- _Given data_:
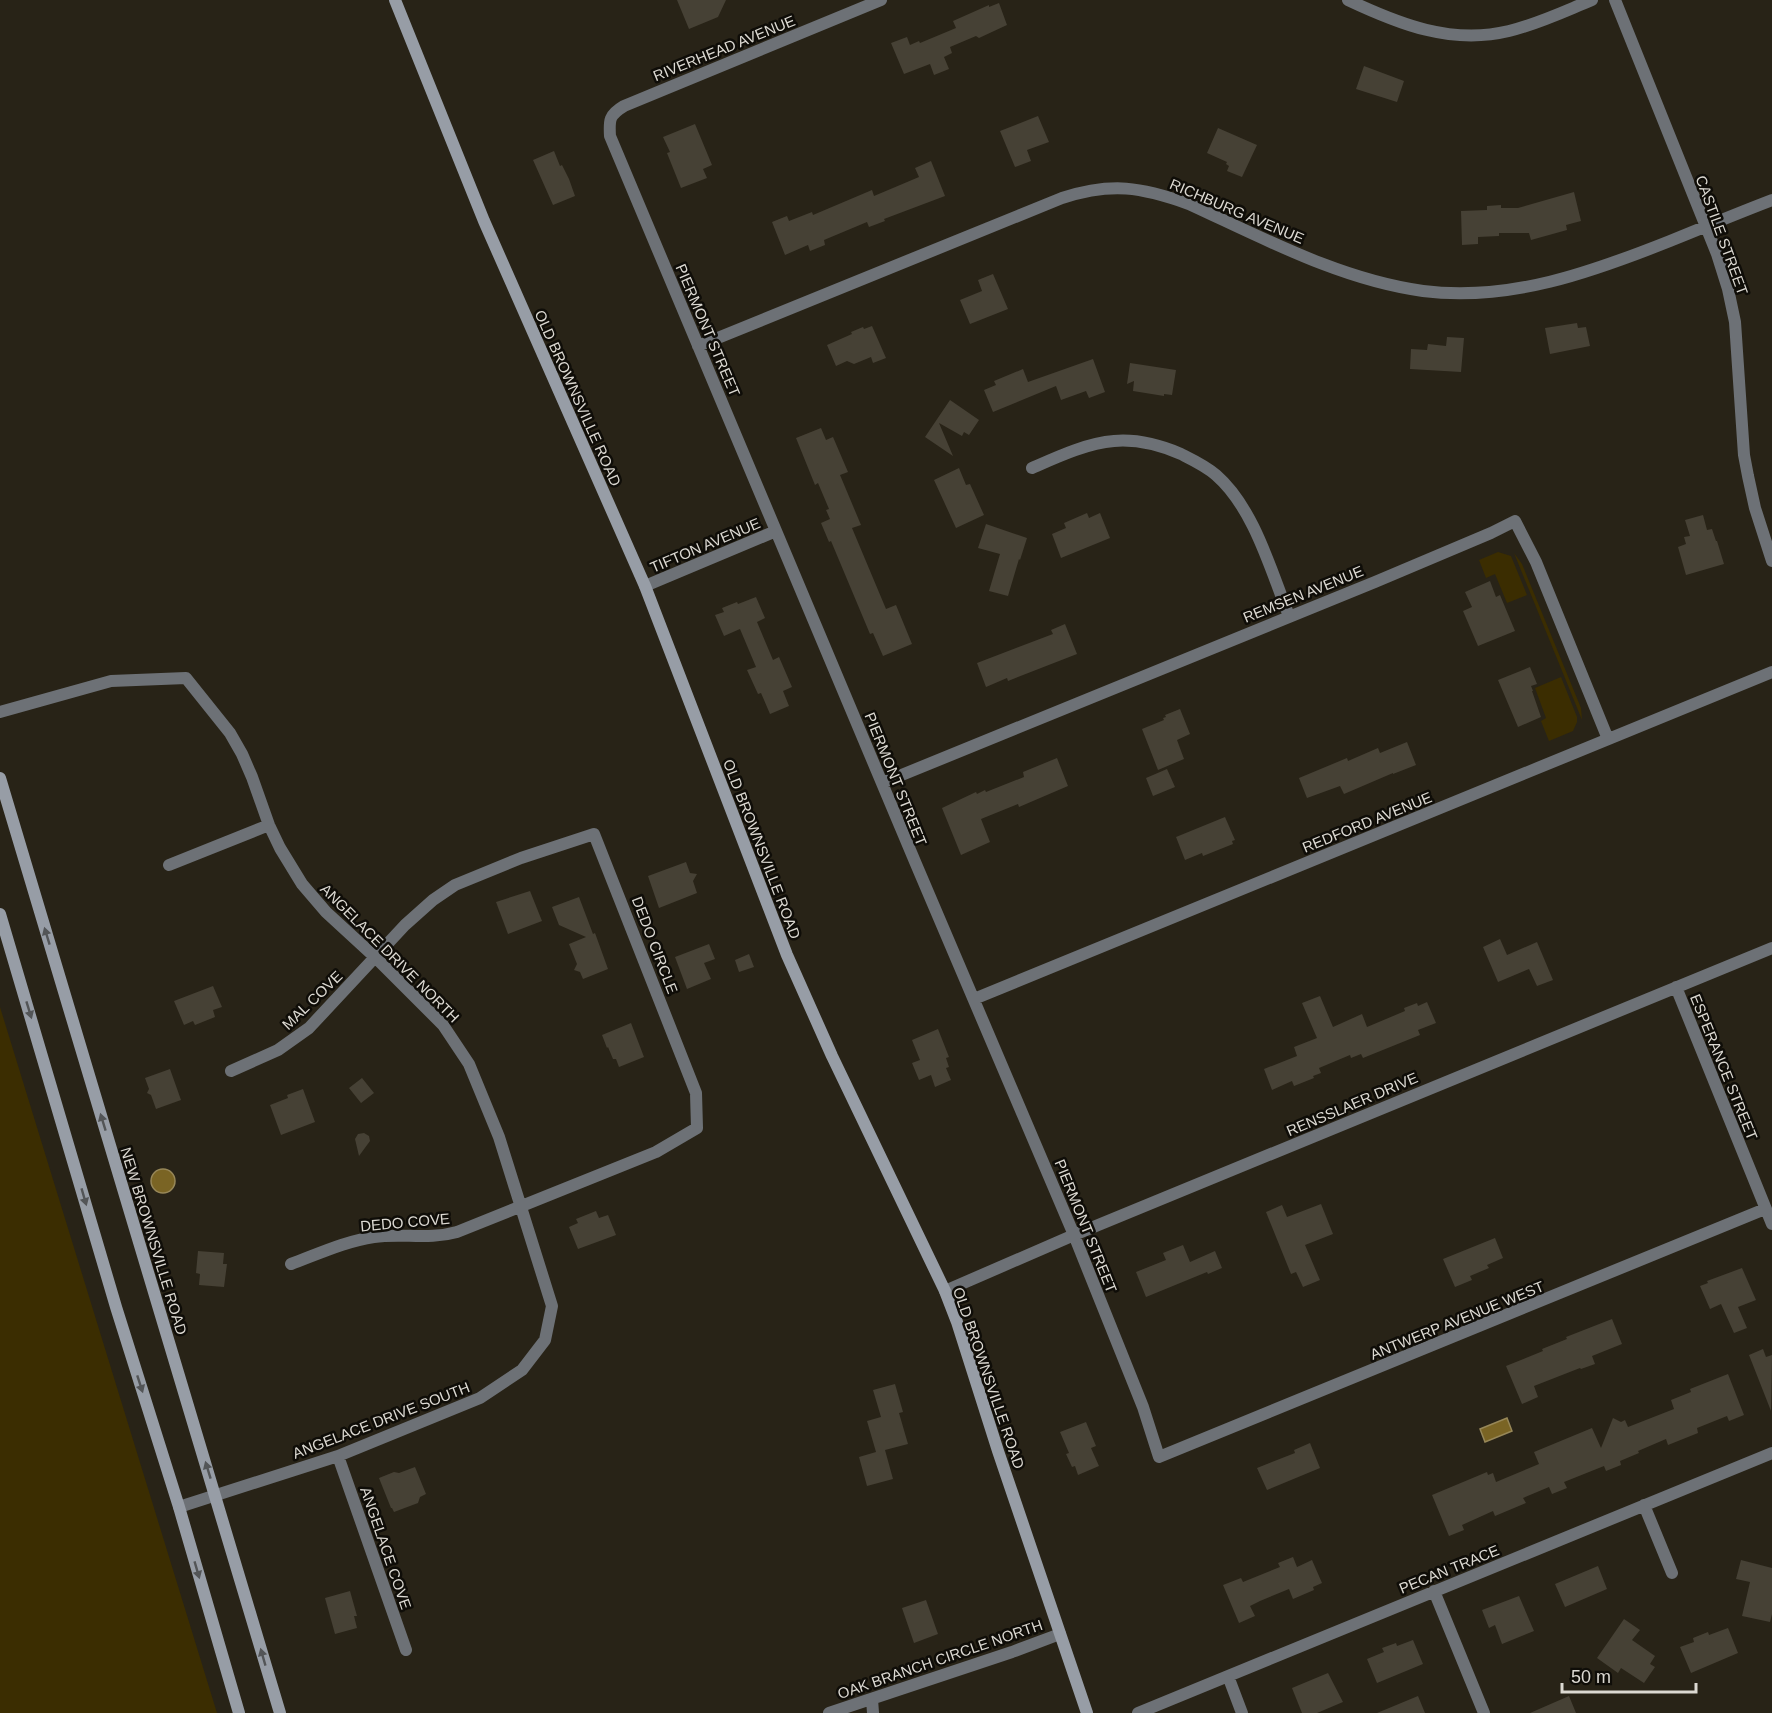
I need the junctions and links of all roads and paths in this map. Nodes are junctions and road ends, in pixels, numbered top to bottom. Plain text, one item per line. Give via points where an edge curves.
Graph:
1 (395, 0) edge
2 (881, 0) edge
3 (1348, 0) edge
4 (1592, 0) edge
5 (1615, 0) edge
6 (614, 112) joint
7 (1772, 200) edge
8 (1706, 226) junction
9 (699, 346) junction
10 (1032, 468) dead end
11 (776, 531) junction
12 (1772, 561) edge
13 (645, 586) junction
14 (1290, 616) junction
15 (1772, 672) edge
16 (0, 712) edge
17 (1608, 740) junction
18 (0, 778) edge
19 (882, 783) junction
20 (269, 825) junction
21 (168, 865) dead end
22 (0, 914) edge
23 (1772, 948) edge
24 (376, 957) junction
25 (1676, 987) junction
26 (974, 999) junction
27 (231, 1071) dead end
28 (520, 1207) junction
29 (1765, 1209) junction
30 (1772, 1224) edge
31 (1074, 1235) junction
32 (291, 1264) dead end
33 (945, 1291) junction
34 (1772, 1453) edge
35 (338, 1456) junction
36 (1159, 1457) joint
37 (216, 1496) junction
38 (1644, 1506) junction
39 (179, 1507) junction
40 (1672, 1573) dead end
41 (1434, 1591) junction
42 (1059, 1634) junction
43 (406, 1650) dead end
44 (1228, 1676) junction
45 (872, 1699) junction
46 (239, 1713) edge
47 (280, 1713) edge
48 (829, 1713) edge
49 (873, 1713) edge
50 (1087, 1713) edge
51 (1138, 1713) edge
52 (1242, 1713) edge
53 (1484, 1713) edge

1 - 13 street, OLD BROWNSVILLE ROAD via 484,221
2 - 6 street, RIVERHEAD AVENUE
3 - 4 street via 1413,27 1470,35 1521,27
5 - 8 street, CASTILE STREET
6 - 9 street, PIERMONT STREET via 610,136
7 - 8 street, RICHBURG AVENUE
8 - 9 street, RICHBURG AVENUE via 1602,268 1553,282 1450,293 1423,291 1354,275 1167,196 1136,188 1108,188 1062,198
8 - 12 street, CASTILE STREET via 1732,304 1744,454 1755,508
9 - 11 street, PIERMONT STREET
10 - 14 street via 1078,449 1113,441 1157,445 1202,465 1216,475 1241,506
11 - 13 street, TIFTON AVENUE
11 - 19 street, PIERMONT STREET
13 - 33 street, OLD BROWNSVILLE ROAD via 787,955
14 - 17 street, REMSEN AVENUE via 1515,521 1536,562
14 - 19 street, REMSEN AVENUE
15 - 17 street, REDFORD AVENUE
16 - 20 street, ANGELACE DRIVE NORTH via 104,682 186,678 242,754
17 - 26 street, REDFORD AVENUE
37 -> 18 street, NEW BROWNSVILLE ROAD
19 - 26 street, PIERMONT STREET
20 - 21 street
20 - 24 street, ANGELACE DRIVE NORTH via 307,890
22 -> 39 street
23 - 25 street, RENSSLAER DRIVE
24 - 27 street, MAL COVE via 294,1040
24 - 28 street, ANGELACE DRIVE NORTH via 443,1024 469,1064 499,1137
24 - 28 street, DEDO CIRCLE via 405,925 455,885 594,834 696,1093 697,1128 656,1152
25 - 29 street, ESPERANCE STREET
25 - 31 street, RENSSLAER DRIVE
26 - 31 street, PIERMONT STREET
28 - 32 street, DEDO COVE via 451,1234 376,1236
28 - 35 street, ANGELACE DRIVE SOUTH via 552,1306 545,1340 522,1370 480,1398
29 - 30 street, ESPERANCE STREET
29 - 36 street, ANTWERP AVENUE WEST
31 - 33 street, RENSSLAER DRIVE
31 - 36 street, PIERMONT STREET
33 - 42 street, OLD BROWNSVILLE ROAD
34 - 38 street, PECAN TRACE
35 - 37 street, ANGELACE DRIVE SOUTH
35 - 43 street, ANGELACE COVE
37 - 39 street, ANGELACE DRIVE SOUTH
47 -> 37 street, NEW BROWNSVILLE ROAD
38 - 40 street
38 - 41 street, PECAN TRACE
39 -> 46 street
41 - 44 street, PECAN TRACE
41 - 53 street
42 - 45 street, OAK BRANCH CIRCLE NORTH
42 - 50 street, OLD BROWNSVILLE ROAD
44 - 51 street, PECAN TRACE
44 - 52 street
45 - 48 street, OAK BRANCH CIRCLE NORTH
45 - 49 street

- _Aim of the exercise_:
Where does "COVE" appear in the records above? Copy every line that has it.

- _Answer to this problem_:
24 - 27 street, MAL COVE via 294,1040
28 - 32 street, DEDO COVE via 451,1234 376,1236
35 - 43 street, ANGELACE COVE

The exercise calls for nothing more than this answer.